**Your assignment**
All lines from the entries below that contain the string "Marcelina" should be copied out.

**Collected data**
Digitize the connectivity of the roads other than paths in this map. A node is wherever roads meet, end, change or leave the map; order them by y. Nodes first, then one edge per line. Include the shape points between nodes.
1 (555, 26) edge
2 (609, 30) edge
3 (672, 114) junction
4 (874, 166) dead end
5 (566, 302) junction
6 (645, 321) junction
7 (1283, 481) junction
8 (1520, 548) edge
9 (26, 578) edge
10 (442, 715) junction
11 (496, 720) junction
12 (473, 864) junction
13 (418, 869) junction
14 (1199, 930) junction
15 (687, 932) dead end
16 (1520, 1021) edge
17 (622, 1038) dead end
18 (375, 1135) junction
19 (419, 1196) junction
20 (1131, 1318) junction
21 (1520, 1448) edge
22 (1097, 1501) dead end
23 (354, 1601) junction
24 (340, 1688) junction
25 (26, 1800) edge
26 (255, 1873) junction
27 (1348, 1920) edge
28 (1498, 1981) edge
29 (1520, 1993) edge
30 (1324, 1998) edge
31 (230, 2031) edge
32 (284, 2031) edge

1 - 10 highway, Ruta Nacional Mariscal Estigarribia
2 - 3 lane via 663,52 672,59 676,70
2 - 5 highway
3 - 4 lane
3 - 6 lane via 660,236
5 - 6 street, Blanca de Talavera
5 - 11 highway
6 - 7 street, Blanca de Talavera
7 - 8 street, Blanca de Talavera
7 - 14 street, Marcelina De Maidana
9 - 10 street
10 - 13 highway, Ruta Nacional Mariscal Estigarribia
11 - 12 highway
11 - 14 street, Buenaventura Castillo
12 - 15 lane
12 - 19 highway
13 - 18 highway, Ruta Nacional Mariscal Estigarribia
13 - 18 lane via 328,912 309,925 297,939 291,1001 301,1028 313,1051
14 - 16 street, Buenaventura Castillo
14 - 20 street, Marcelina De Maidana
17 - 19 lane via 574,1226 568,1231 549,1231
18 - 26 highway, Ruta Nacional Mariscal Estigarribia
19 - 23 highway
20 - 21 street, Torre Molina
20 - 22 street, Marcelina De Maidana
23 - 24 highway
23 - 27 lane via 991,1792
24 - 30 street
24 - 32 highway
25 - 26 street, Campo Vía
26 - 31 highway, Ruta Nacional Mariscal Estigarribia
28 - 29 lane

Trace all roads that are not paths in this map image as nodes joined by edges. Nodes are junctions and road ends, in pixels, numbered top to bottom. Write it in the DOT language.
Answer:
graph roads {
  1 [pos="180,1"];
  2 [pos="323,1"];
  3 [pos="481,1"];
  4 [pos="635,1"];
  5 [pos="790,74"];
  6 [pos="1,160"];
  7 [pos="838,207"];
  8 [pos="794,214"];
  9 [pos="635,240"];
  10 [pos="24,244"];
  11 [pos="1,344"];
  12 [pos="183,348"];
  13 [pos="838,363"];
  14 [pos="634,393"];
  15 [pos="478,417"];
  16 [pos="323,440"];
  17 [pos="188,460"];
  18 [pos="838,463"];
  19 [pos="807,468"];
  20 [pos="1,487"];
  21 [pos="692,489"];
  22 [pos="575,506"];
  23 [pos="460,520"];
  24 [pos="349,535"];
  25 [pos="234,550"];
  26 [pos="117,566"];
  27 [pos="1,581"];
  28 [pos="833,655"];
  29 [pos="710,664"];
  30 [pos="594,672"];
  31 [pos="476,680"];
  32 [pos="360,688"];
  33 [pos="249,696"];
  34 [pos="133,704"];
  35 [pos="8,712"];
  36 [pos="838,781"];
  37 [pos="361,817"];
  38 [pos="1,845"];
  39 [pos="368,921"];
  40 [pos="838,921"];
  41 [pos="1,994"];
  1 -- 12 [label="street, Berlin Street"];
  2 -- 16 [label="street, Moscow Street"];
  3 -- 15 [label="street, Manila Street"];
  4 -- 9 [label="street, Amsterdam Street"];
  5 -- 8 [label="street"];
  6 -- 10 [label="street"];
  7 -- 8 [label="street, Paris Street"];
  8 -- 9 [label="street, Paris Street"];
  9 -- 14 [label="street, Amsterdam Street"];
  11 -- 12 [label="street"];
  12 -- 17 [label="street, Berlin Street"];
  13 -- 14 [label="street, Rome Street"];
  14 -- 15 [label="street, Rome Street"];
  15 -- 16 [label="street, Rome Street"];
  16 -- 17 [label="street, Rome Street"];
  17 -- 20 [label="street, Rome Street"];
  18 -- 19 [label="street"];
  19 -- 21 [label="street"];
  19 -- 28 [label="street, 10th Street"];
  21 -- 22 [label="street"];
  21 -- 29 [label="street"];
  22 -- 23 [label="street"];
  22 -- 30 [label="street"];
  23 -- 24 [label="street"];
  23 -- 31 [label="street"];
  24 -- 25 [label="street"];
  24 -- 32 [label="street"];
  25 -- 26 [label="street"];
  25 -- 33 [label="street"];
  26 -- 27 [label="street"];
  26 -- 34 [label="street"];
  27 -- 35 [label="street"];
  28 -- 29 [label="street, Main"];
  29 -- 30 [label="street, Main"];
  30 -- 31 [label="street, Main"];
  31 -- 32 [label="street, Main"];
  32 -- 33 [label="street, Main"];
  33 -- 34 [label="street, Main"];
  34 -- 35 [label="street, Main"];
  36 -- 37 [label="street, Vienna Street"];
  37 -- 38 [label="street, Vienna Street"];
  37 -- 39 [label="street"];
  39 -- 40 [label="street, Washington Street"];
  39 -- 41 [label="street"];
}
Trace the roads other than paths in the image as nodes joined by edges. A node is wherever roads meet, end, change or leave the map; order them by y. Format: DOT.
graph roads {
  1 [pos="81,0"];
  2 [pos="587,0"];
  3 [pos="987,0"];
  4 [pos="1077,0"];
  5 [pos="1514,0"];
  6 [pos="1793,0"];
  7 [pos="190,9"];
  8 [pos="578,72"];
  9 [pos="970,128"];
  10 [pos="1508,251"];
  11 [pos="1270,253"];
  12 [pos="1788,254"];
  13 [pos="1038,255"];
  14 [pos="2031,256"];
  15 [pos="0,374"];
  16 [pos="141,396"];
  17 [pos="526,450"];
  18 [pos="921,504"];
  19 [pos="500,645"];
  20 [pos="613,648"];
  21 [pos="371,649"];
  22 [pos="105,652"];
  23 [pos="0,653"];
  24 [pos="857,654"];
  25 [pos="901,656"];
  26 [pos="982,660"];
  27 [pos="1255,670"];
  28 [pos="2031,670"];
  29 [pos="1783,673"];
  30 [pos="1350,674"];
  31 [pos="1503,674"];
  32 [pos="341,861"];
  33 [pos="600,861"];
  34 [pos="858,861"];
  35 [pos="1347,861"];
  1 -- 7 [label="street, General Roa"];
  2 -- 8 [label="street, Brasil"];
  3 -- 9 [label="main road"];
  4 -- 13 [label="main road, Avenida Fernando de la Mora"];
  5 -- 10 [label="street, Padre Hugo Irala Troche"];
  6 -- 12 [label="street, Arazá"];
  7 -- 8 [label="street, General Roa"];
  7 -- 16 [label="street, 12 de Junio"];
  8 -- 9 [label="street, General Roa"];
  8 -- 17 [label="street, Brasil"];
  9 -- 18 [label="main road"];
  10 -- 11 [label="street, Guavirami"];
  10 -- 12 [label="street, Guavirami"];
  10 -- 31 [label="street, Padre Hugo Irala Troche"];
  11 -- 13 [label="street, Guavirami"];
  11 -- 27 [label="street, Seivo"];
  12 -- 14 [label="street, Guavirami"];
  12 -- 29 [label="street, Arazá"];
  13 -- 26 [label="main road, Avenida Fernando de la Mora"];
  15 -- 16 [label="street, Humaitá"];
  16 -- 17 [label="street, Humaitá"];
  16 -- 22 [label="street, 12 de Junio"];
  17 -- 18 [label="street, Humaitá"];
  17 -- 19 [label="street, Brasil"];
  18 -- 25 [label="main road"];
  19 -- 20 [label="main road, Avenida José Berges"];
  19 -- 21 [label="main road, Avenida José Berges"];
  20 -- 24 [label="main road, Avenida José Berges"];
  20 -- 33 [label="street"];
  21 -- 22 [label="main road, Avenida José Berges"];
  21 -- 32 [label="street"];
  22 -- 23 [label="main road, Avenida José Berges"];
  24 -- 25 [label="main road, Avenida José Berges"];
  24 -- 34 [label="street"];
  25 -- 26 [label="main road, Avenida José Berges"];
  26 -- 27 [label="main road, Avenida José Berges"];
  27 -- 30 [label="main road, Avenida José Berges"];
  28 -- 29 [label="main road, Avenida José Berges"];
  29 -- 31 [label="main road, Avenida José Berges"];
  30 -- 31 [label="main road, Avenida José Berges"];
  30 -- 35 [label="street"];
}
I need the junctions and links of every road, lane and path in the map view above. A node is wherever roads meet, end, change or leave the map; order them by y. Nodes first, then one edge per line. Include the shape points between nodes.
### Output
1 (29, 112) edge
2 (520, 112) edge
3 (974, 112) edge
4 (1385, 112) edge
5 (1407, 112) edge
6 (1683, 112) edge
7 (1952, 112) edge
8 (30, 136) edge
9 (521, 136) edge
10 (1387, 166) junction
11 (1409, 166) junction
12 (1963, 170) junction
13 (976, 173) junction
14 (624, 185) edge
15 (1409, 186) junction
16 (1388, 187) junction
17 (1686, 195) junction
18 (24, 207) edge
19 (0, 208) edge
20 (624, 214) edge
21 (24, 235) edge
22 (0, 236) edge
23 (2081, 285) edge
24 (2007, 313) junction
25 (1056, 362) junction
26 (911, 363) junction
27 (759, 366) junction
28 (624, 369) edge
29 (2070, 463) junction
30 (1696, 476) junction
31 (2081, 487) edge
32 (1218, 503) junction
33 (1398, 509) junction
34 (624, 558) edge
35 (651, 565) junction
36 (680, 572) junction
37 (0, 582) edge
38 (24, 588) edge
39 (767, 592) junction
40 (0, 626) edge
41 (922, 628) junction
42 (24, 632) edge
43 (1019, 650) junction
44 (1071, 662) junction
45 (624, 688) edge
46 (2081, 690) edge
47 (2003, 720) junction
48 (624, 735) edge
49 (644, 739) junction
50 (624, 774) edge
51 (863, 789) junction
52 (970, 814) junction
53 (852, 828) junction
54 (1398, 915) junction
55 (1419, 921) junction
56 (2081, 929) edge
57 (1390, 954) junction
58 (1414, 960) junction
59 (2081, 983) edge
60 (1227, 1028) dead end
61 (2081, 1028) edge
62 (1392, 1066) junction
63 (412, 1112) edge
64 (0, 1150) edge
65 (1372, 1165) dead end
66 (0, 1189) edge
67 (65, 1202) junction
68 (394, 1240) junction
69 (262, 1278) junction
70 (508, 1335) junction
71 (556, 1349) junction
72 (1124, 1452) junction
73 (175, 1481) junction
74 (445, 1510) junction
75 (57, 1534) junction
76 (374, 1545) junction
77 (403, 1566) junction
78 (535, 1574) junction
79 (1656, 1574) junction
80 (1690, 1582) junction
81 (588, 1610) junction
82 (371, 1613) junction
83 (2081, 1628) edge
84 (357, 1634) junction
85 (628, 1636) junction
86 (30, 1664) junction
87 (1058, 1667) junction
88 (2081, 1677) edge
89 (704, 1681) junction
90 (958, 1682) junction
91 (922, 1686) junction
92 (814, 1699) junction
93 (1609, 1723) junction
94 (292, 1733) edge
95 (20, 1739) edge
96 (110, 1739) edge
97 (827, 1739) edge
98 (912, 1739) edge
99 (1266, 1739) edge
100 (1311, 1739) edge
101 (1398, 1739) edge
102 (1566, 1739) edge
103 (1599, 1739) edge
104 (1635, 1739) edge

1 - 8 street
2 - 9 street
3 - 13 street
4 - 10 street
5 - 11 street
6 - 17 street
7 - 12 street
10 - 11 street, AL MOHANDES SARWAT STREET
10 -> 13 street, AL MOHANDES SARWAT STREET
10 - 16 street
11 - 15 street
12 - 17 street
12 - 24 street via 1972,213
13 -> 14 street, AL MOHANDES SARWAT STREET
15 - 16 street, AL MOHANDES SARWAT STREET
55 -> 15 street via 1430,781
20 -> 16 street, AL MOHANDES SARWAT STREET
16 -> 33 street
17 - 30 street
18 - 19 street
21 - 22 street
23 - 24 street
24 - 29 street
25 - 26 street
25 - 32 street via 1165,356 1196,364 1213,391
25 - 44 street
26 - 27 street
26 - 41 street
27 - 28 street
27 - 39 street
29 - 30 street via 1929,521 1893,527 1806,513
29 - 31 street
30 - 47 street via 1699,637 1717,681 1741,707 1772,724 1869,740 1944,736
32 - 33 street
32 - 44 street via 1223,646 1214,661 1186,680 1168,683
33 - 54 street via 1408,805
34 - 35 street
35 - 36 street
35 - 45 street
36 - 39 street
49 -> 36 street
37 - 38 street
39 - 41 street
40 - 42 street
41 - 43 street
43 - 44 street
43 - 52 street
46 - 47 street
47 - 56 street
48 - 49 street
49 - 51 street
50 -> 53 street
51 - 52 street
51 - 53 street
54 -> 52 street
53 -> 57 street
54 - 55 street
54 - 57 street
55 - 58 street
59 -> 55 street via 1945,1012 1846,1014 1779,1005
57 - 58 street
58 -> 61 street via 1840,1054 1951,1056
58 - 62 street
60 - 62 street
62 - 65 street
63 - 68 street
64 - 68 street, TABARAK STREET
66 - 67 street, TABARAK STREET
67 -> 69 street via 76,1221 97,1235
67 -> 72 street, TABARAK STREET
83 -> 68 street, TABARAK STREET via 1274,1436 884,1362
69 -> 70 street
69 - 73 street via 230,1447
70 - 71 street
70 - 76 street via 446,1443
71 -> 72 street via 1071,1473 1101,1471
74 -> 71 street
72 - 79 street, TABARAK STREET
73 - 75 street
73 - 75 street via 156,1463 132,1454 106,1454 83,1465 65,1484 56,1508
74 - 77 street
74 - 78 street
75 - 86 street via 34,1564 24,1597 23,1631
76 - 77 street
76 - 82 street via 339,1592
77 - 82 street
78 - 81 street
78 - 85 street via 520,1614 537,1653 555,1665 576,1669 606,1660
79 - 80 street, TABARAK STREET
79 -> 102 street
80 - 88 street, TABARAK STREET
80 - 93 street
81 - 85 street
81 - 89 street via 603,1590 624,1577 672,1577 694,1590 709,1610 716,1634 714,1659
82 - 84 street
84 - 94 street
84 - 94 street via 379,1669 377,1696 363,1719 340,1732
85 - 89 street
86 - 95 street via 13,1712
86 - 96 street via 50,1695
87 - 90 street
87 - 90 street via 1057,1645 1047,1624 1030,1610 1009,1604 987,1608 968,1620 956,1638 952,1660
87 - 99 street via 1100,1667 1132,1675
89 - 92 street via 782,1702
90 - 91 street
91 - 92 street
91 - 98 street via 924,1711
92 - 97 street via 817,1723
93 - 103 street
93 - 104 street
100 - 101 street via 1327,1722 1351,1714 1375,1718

**Task output**
7 - 14 street, Marcelina De Maidana
14 - 20 street, Marcelina De Maidana
20 - 22 street, Marcelina De Maidana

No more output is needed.